Make an exact copy of all the entries, with the pictures left out.

Information shown:
*** Begin section ***
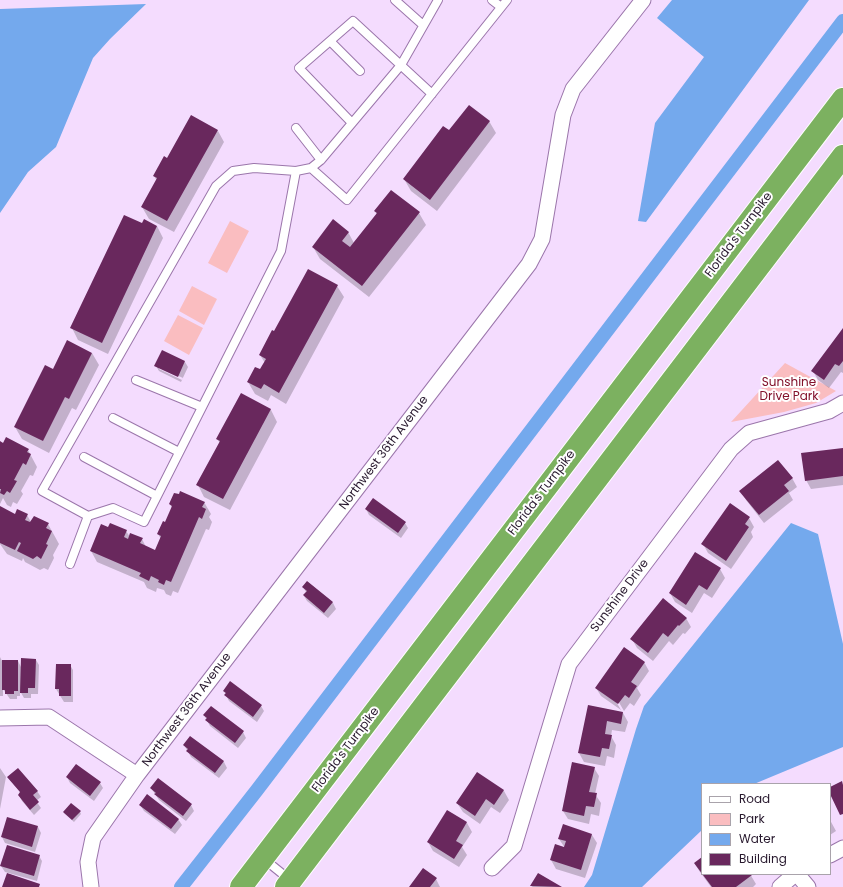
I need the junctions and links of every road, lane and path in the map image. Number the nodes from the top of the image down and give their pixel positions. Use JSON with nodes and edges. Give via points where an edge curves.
{"nodes":[{"id":1,"x":395,"y":0,"type":"edge"},
{"id":2,"x":438,"y":0,"type":"edge"},
{"id":3,"x":492,"y":0,"type":"edge"},
{"id":4,"x":507,"y":0,"type":"edge"},
{"id":5,"x":643,"y":0,"type":"edge"},
{"id":6,"x":501,"y":7,"type":"junction"},
{"id":7,"x":423,"y":25,"type":"junction"},
{"id":8,"x":330,"y":41,"type":"junction"},
{"id":9,"x":401,"y":65,"type":"junction"},
{"id":10,"x":360,"y":71,"type":"dead end"},
{"id":11,"x":432,"y":94,"type":"junction"},
{"id":12,"x":843,"y":99,"type":"edge"},
{"id":13,"x":352,"y":123,"type":"junction"},
{"id":14,"x":296,"y":128,"type":"dead end"},
{"id":15,"x":843,"y":156,"type":"edge"},
{"id":16,"x":321,"y":160,"type":"junction"},
{"id":17,"x":311,"y":168,"type":"junction"},
{"id":18,"x":296,"y":171,"type":"junction"},
{"id":19,"x":136,"y":380,"type":"dead end"},
{"id":20,"x":843,"y":403,"type":"edge"},
{"id":21,"x":202,"y":407,"type":"junction"},
{"id":22,"x":113,"y":418,"type":"dead end"},
{"id":23,"x":179,"y":452,"type":"junction"},
{"id":24,"x":84,"y":457,"type":"dead end"},
{"id":25,"x":157,"y":496,"type":"junction"},
{"id":26,"x":88,"y":516,"type":"junction"},
{"id":27,"x":70,"y":564,"type":"dead end"},
{"id":28,"x":0,"y":718,"type":"edge"},
{"id":29,"x":137,"y":775,"type":"junction"},
{"id":30,"x":843,"y":848,"type":"edge"},
{"id":31,"x":831,"y":854,"type":"edge"},
{"id":32,"x":263,"y":858,"type":"junction"},
{"id":33,"x":492,"y":868,"type":"dead end"},
{"id":34,"x":795,"y":875,"type":"edge"},
{"id":35,"x":797,"y":875,"type":"edge"},
{"id":36,"x":289,"y":884,"type":"edge"},
{"id":37,"x":91,"y":887,"type":"edge"},
{"id":38,"x":242,"y":887,"type":"edge"},
{"id":39,"x":780,"y":887,"type":"edge"},
{"id":40,"x":808,"y":887,"type":"edge"}],
"edges":[{"from":1,"to":7,"type":"lane"},
{"from":2,"to":7,"type":"lane"},
{"from":3,"to":6,"type":"lane"},
{"from":4,"to":6,"type":"lane"},
{"from":5,"to":29,"type":"street","name":"Northwest 36th Avenue","via":[[573,89],[563,115],[542,239],[529,264]]},
{"from":6,"to":11,"type":"lane"},
{"from":7,"to":9,"type":"lane"},
{"from":8,"to":9,"type":"lane","via":[[353,21]]},
{"from":8,"to":10,"type":"lane"},
{"from":8,"to":13,"type":"lane","via":[[299,68]]},
{"from":9,"to":11,"type":"lane"},
{"from":9,"to":13,"type":"lane"},
{"from":11,"to":17,"type":"lane","via":[[347,200]]},
{"from":12,"to":32,"type":"highway","name":"Florida's Turnpike"},
{"from":13,"to":16,"type":"lane"},
{"from":14,"to":16,"type":"lane"},
{"from":15,"to":36,"type":"highway"},
{"from":16,"to":17,"type":"lane"},
{"from":17,"to":18,"type":"lane"},
{"from":18,"to":21,"type":"lane","via":[[281,251]]},
{"from":18,"to":26,"type":"lane","via":[[254,168],[232,171],[216,186],[42,491]]},
{"from":19,"to":21,"type":"lane"},
{"from":20,"to":33,"type":"street","name":"Sunshine Drive","via":[[829,411],[749,433],[726,455],[569,664],[514,846]]},
{"from":21,"to":23,"type":"lane"},
{"from":22,"to":23,"type":"lane"},
{"from":23,"to":25,"type":"lane"},
{"from":24,"to":25,"type":"lane"},
{"from":25,"to":26,"type":"lane","via":[[144,522],[112,508]]},
{"from":26,"to":27,"type":"lane"},
{"from":28,"to":29,"type":"street","via":[[48,717]]},
{"from":29,"to":37,"type":"street","name":"Northwest 36th Avenue","via":[[93,838],[88,862]]},
{"from":30,"to":31,"type":"street"},
{"from":32,"to":36,"type":"lane"},
{"from":32,"to":38,"type":"highway","name":"Florida's Turnpike"},
{"from":34,"to":39,"type":"street"},
{"from":35,"to":40,"type":"street"}]}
*** End section ***
Solution below:
I need the junctions and links of every road, lane and path in the map image. Number the nodes from the top of the image down and give their pixel positions. Use JSON with nodes and edges. Give via points where an edge curves.
{"nodes":[{"id":1,"x":395,"y":0,"type":"edge"},
{"id":2,"x":438,"y":0,"type":"edge"},
{"id":3,"x":492,"y":0,"type":"edge"},
{"id":4,"x":507,"y":0,"type":"edge"},
{"id":5,"x":643,"y":0,"type":"edge"},
{"id":6,"x":501,"y":7,"type":"junction"},
{"id":7,"x":423,"y":25,"type":"junction"},
{"id":8,"x":330,"y":41,"type":"junction"},
{"id":9,"x":401,"y":65,"type":"junction"},
{"id":10,"x":360,"y":71,"type":"dead end"},
{"id":11,"x":432,"y":94,"type":"junction"},
{"id":12,"x":843,"y":99,"type":"edge"},
{"id":13,"x":352,"y":123,"type":"junction"},
{"id":14,"x":296,"y":128,"type":"dead end"},
{"id":15,"x":843,"y":156,"type":"edge"},
{"id":16,"x":321,"y":160,"type":"junction"},
{"id":17,"x":311,"y":168,"type":"junction"},
{"id":18,"x":296,"y":171,"type":"junction"},
{"id":19,"x":136,"y":380,"type":"dead end"},
{"id":20,"x":843,"y":403,"type":"edge"},
{"id":21,"x":202,"y":407,"type":"junction"},
{"id":22,"x":113,"y":418,"type":"dead end"},
{"id":23,"x":179,"y":452,"type":"junction"},
{"id":24,"x":84,"y":457,"type":"dead end"},
{"id":25,"x":157,"y":496,"type":"junction"},
{"id":26,"x":88,"y":516,"type":"junction"},
{"id":27,"x":70,"y":564,"type":"dead end"},
{"id":28,"x":0,"y":718,"type":"edge"},
{"id":29,"x":137,"y":775,"type":"junction"},
{"id":30,"x":843,"y":848,"type":"edge"},
{"id":31,"x":831,"y":854,"type":"edge"},
{"id":32,"x":263,"y":858,"type":"junction"},
{"id":33,"x":492,"y":868,"type":"dead end"},
{"id":34,"x":795,"y":875,"type":"edge"},
{"id":35,"x":797,"y":875,"type":"edge"},
{"id":36,"x":289,"y":884,"type":"edge"},
{"id":37,"x":91,"y":887,"type":"edge"},
{"id":38,"x":242,"y":887,"type":"edge"},
{"id":39,"x":780,"y":887,"type":"edge"},
{"id":40,"x":808,"y":887,"type":"edge"}],
"edges":[{"from":1,"to":7,"type":"lane"},
{"from":2,"to":7,"type":"lane"},
{"from":3,"to":6,"type":"lane"},
{"from":4,"to":6,"type":"lane"},
{"from":5,"to":29,"type":"street","name":"Northwest 36th Avenue","via":[[573,89],[563,115],[542,239],[529,264]]},
{"from":6,"to":11,"type":"lane"},
{"from":7,"to":9,"type":"lane"},
{"from":8,"to":9,"type":"lane","via":[[353,21]]},
{"from":8,"to":10,"type":"lane"},
{"from":8,"to":13,"type":"lane","via":[[299,68]]},
{"from":9,"to":11,"type":"lane"},
{"from":9,"to":13,"type":"lane"},
{"from":11,"to":17,"type":"lane","via":[[347,200]]},
{"from":12,"to":32,"type":"highway","name":"Florida's Turnpike"},
{"from":13,"to":16,"type":"lane"},
{"from":14,"to":16,"type":"lane"},
{"from":15,"to":36,"type":"highway"},
{"from":16,"to":17,"type":"lane"},
{"from":17,"to":18,"type":"lane"},
{"from":18,"to":21,"type":"lane","via":[[281,251]]},
{"from":18,"to":26,"type":"lane","via":[[254,168],[232,171],[216,186],[42,491]]},
{"from":19,"to":21,"type":"lane"},
{"from":20,"to":33,"type":"street","name":"Sunshine Drive","via":[[829,411],[749,433],[726,455],[569,664],[514,846]]},
{"from":21,"to":23,"type":"lane"},
{"from":22,"to":23,"type":"lane"},
{"from":23,"to":25,"type":"lane"},
{"from":24,"to":25,"type":"lane"},
{"from":25,"to":26,"type":"lane","via":[[144,522],[112,508]]},
{"from":26,"to":27,"type":"lane"},
{"from":28,"to":29,"type":"street","via":[[48,717]]},
{"from":29,"to":37,"type":"street","name":"Northwest 36th Avenue","via":[[93,838],[88,862]]},
{"from":30,"to":31,"type":"street"},
{"from":32,"to":36,"type":"lane"},
{"from":32,"to":38,"type":"highway","name":"Florida's Turnpike"},
{"from":34,"to":39,"type":"street"},
{"from":35,"to":40,"type":"street"}]}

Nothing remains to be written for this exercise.